═══ Extracted material ═══

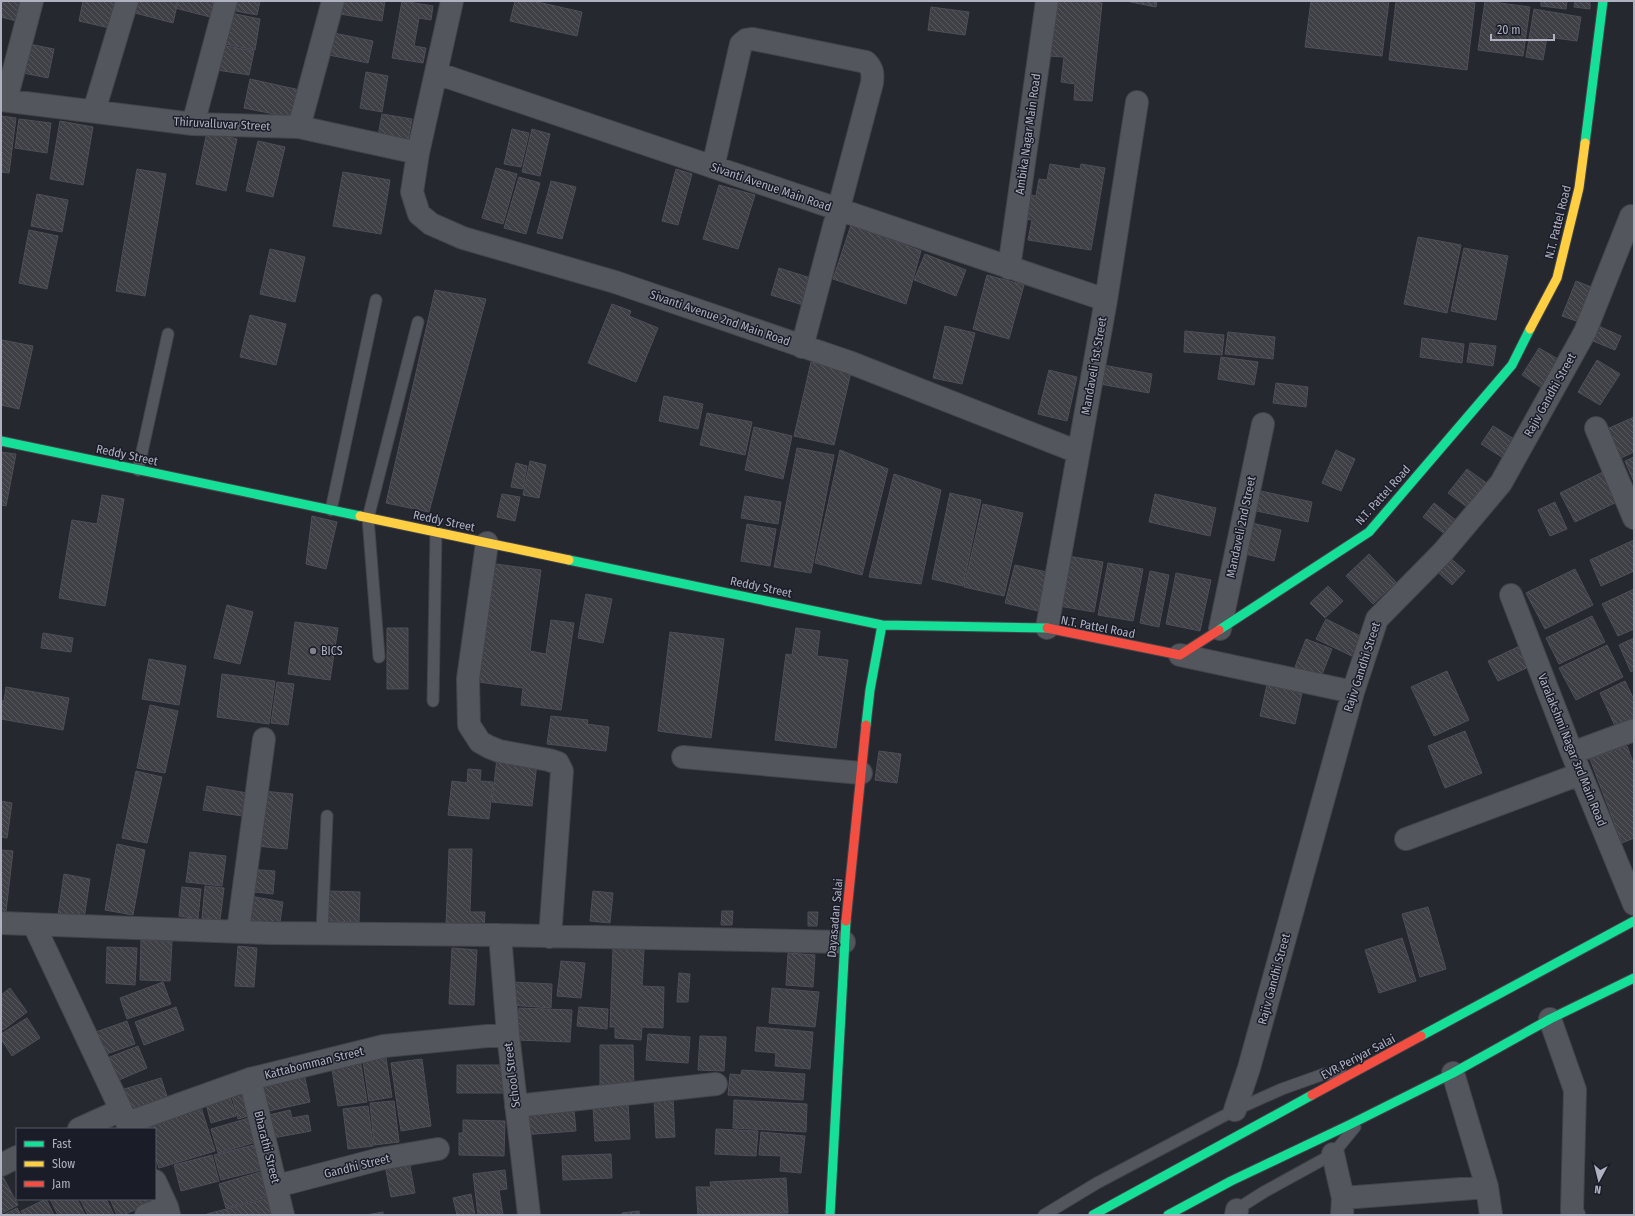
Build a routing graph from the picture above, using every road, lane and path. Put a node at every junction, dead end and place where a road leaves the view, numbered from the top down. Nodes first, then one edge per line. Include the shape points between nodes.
1 (32, 1) edge
2 (127, 1) edge
3 (226, 1) edge
4 (333, 1) edge
5 (452, 1) edge
6 (1047, 1) edge
7 (1603, 1) edge
8 (436, 73) junction
9 (4, 100) edge
10 (1137, 102) dead end
11 (94, 112) junction
12 (193, 124) junction
13 (299, 126) junction
14 (418, 153) junction
15 (713, 167) junction
16 (838, 210) junction
17 (1631, 216) dead end
18 (1009, 268) junction
19 (376, 300) dead end
20 (1106, 300) junction
21 (418, 322) dead end
22 (168, 334) dead end
23 (802, 346) junction
24 (1263, 424) dead end
25 (1596, 428) dead end
26 (1, 442) edge
27 (1078, 452) junction
28 (138, 470) junction
29 (331, 510) junction
30 (368, 518) junction
31 (1634, 518) edge
32 (436, 532) junction
33 (487, 543) junction
34 (1511, 595) dead end
35 (882, 625) junction
36 (1047, 628) junction
37 (1220, 629) junction
38 (1180, 655) junction
39 (379, 657) dead end
40 (1353, 692) junction
41 (433, 701) dead end
42 (1634, 730) edge
43 (264, 739) dead end
44 (1572, 753) junction
45 (683, 757) dead end
46 (861, 773) junction
47 (1580, 774) junction
48 (327, 816) dead end
49 (1406, 839) dead end
50 (1634, 904) edge
51 (1634, 921) edge
52 (1, 923) edge
53 (34, 925) junction
54 (238, 932) junction
55 (322, 933) junction
56 (500, 935) junction
57 (550, 937) junction
58 (844, 942) junction
59 (1634, 978) edge
60 (1550, 1019) junction
61 (508, 1034) junction
62 (1453, 1073) junction
63 (1350, 1074) junction
64 (250, 1078) junction
65 (716, 1084) dead end
66 (516, 1106) junction
67 (1235, 1110) junction
68 (1363, 1118) junction
69 (126, 1121) edge
70 (85, 1128) edge
71 (438, 1149) dead end
72 (1333, 1154) junction
73 (16, 1158) edge
74 (1, 1165) edge
75 (156, 1183) edge
76 (277, 1186) junction
77 (1487, 1187) junction
78 (1342, 1207) edge
79 (168, 1211) edge
80 (1233, 1213) edge
81 (146, 1215) edge
82 (283, 1215) edge
83 (529, 1215) edge
84 (830, 1215) edge
85 (1044, 1215) edge
86 (1094, 1215) edge
87 (1168, 1215) edge
88 (1491, 1215) edge
89 (1574, 1215) edge

1 - 9 street
2 - 11 street
3 - 12 street
4 - 13 street
5 - 8 street, Sivanti Avenue 2nd Main Road
6 - 18 street, Ambika Nagar Main Road
7 - 37 street, N.T. Pattel Road via 1579,188 1557,278 1512,365 1369,532
8 - 14 street, Sivanti Avenue 2nd Main Road
8 - 15 street, Sivanti Avenue Main Road
9 - 11 street, Thiruvalluvar Street
10 - 20 street, Mandaveli 1st Street
11 - 12 street, Thiruvalluvar Street
12 - 13 street, Thiruvalluvar Street
13 - 14 street, Thiruvalluvar Street
14 - 23 street, Sivanti Avenue 2nd Main Road via 412,192 419,214 431,224 463,238 615,282
15 - 16 street, Sivanti Avenue Main Road
15 - 16 street via 742,44 746,40 753,39 866,62 873,73 872,83
16 - 18 street, Sivanti Avenue Main Road
16 - 23 street
17 - 40 street, Rajiv Gandhi Street via 1585,332 1501,483 1443,552 1377,619
18 - 20 street, Sivanti Avenue Main Road
19 - 29 lane
20 - 27 street, Mandaveli 1st Street
21 - 30 lane
22 - 28 lane
23 - 27 street, Sivanti Avenue 2nd Main Road
24 - 37 street, Mandaveli 2nd Street
25 - 31 street
26 - 28 street, Reddy Street
27 - 36 street, Mandaveli 1st Street
28 - 29 street, Reddy Street
29 - 30 street, Reddy Street
30 - 32 street, Reddy Street
30 - 39 lane
32 - 33 street, Reddy Street
32 - 41 lane
33 - 35 street, Reddy Street
33 - 57 street via 468,679 469,725 480,742 489,747 550,760 558,763 562,771
34 - 44 street, Varalakshmi Nagar 3rd Main Road
35 - 36 street, N.T. Pattel Road
35 - 46 street, Dayasadan Salai via 870,690
36 - 38 street, N.T. Pattel Road
37 - 38 street, N.T. Pattel Road
38 - 40 street
40 - 67 street, Rajiv Gandhi Street via 1249,1068
42 - 44 street
43 - 54 street
44 - 47 street, Varalakshmi Nagar 3rd Main Road
45 - 46 street
46 - 58 street, Dayasadan Salai
47 - 49 street
47 - 50 street, Varalakshmi Nagar 3rd Main Road
48 - 55 lane
51 - 63 street, EVR Periyar Salai
52 - 53 street
53 - 54 street
53 - 69 street
54 - 55 street
55 - 56 street
56 - 57 street
56 - 61 street, School Street
57 - 58 street
58 - 84 street, Dayasadan Salai
59 - 60 street
60 - 62 street
60 - 89 street via 1575,1090 1572,1211
61 - 64 street, Kattabomman Street via 384,1046
61 - 66 street, School Street
62 - 68 street
62 - 77 street
63 - 67 lane via 1324,1074
63 - 86 street, EVR Periyar Salai
64 - 69 street, Kattabomman Street
64 - 76 street, Bharathi Street
65 - 66 street
66 - 83 street, School Street
67 - 85 lane via 1097,1183
68 - 72 lane
68 - 87 street via 1231,1181
69 - 70 street, Kattabomman Street
71 - 76 street, Gandhi Street via 380,1159
72 - 78 street
72 - 80 lane via 1264,1192
73 - 74 street
75 - 79 street
76 - 82 street, Bharathi Street
77 - 78 street
77 - 88 street
79 - 81 street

═══

Problem to work on: Look through the data above. Each line containing the word "Bharathi" needs to be copied.

Expected output:
64 - 76 street, Bharathi Street
76 - 82 street, Bharathi Street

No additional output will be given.